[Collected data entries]
-----
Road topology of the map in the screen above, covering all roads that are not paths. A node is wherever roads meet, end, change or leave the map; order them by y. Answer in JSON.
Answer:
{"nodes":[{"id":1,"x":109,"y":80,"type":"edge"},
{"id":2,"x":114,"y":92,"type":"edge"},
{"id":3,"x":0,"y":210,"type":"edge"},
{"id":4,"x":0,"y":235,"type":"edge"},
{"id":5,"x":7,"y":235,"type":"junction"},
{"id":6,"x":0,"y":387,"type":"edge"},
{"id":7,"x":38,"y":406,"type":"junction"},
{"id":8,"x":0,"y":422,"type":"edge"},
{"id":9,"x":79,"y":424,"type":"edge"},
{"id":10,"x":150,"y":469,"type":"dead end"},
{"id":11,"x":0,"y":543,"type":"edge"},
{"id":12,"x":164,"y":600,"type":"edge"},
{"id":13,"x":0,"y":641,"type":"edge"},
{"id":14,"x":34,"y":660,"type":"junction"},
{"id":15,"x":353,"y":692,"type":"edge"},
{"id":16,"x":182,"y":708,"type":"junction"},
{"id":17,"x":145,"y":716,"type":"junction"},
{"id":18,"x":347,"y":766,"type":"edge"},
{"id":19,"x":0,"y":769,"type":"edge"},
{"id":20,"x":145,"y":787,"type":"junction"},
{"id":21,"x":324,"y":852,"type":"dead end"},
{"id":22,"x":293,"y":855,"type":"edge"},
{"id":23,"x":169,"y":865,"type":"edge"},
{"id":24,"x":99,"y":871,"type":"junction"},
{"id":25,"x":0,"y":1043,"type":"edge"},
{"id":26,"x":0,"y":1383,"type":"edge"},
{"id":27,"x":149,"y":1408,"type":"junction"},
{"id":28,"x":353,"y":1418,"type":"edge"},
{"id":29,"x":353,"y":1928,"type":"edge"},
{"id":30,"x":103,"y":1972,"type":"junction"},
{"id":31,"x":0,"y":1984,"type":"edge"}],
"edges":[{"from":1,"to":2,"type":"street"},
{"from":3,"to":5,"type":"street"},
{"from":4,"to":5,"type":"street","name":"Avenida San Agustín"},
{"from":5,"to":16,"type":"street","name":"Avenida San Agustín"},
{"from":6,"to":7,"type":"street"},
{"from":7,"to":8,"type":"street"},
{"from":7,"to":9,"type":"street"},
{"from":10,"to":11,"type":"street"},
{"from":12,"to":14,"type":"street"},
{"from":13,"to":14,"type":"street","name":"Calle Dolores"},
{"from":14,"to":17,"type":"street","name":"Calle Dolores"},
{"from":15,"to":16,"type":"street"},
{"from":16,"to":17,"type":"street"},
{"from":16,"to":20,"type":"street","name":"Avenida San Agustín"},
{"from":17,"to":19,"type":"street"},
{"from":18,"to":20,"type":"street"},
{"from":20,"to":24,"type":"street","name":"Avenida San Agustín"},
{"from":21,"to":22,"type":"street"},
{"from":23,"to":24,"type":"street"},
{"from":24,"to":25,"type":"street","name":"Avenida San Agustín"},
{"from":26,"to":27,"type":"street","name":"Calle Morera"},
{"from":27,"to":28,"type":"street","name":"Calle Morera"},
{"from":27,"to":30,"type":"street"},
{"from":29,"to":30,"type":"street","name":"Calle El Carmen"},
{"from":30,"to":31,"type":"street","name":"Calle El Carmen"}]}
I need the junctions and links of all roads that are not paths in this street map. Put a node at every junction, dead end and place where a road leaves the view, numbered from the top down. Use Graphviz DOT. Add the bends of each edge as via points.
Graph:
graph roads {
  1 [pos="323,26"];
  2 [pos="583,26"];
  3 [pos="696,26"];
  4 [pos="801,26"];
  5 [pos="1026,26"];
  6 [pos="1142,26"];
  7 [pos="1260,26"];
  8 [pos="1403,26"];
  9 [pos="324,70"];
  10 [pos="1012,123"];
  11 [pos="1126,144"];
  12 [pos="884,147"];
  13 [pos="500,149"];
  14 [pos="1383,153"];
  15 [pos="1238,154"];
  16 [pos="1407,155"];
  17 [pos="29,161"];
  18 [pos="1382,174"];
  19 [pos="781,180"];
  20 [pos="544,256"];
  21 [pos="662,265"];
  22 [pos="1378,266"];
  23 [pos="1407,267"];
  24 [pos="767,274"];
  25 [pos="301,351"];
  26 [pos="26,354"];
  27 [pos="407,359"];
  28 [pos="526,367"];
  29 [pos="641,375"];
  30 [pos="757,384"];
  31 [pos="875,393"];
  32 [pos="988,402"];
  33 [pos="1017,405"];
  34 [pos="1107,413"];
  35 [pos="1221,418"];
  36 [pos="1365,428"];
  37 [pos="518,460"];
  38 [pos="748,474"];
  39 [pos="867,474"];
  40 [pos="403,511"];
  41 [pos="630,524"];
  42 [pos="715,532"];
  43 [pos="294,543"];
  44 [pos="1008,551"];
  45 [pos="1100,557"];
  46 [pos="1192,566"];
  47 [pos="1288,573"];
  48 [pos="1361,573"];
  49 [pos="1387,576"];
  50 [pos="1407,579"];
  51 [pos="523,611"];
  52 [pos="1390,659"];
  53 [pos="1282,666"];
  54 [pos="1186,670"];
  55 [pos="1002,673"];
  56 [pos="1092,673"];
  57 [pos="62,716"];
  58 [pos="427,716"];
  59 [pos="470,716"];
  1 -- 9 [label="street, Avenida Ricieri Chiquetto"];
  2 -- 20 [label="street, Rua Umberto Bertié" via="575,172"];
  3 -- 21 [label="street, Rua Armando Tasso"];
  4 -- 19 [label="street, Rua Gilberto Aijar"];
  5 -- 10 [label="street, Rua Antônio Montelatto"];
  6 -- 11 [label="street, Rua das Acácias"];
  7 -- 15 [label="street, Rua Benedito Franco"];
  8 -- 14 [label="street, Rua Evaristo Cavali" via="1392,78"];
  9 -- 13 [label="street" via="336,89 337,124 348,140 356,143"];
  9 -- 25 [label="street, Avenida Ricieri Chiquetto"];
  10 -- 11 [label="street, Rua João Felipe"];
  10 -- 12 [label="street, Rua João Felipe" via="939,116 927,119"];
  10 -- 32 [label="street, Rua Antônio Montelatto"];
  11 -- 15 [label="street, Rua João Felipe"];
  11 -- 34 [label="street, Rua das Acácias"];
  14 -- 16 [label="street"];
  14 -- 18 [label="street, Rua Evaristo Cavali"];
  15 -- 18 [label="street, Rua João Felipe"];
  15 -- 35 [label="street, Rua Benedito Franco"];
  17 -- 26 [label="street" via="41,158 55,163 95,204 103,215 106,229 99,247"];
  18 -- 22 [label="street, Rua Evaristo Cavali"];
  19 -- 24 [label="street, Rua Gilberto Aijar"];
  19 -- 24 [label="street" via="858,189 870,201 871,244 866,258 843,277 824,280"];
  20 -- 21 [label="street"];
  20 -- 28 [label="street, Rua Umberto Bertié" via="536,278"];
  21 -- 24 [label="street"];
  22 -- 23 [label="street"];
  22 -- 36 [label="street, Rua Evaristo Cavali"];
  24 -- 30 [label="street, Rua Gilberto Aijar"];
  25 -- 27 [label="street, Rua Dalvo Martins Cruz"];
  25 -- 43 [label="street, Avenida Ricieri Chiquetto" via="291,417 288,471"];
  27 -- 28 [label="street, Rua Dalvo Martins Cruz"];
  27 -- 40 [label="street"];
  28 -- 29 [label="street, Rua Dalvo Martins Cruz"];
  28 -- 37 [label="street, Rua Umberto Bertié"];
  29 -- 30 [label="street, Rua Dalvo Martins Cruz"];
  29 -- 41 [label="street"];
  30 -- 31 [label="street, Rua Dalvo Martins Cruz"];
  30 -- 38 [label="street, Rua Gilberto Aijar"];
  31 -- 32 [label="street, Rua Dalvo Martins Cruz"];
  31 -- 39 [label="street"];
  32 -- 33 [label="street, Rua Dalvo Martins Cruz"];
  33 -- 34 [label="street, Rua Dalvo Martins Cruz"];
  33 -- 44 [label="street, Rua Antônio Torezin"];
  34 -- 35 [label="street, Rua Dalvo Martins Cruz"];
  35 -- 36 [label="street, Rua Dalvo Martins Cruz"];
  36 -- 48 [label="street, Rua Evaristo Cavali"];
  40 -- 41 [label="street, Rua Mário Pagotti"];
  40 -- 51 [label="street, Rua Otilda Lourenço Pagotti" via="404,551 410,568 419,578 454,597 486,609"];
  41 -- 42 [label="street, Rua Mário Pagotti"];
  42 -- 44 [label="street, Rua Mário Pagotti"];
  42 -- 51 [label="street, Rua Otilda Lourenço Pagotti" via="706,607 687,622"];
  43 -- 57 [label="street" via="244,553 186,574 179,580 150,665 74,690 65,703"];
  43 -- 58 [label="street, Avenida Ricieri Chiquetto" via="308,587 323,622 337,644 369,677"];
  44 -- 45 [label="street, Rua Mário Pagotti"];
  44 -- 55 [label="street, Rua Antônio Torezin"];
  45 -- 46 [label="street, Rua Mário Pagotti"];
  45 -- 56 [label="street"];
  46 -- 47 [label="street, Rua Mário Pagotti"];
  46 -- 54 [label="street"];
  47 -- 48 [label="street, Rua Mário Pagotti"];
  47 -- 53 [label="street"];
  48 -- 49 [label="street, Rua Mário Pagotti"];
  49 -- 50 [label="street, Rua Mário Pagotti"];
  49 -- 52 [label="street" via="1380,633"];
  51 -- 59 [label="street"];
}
-----
» Task directions
Only lines with the word "Chiquetto" go in the answer. Take them all from the entries above.

» Response to this exercise
  1 -- 9 [label="street, Avenida Ricieri Chiquetto"];
  9 -- 25 [label="street, Avenida Ricieri Chiquetto"];
  25 -- 43 [label="street, Avenida Ricieri Chiquetto" via="291,417 288,471"];
  43 -- 58 [label="street, Avenida Ricieri Chiquetto" via="308,587 323,622 337,644 369,677"];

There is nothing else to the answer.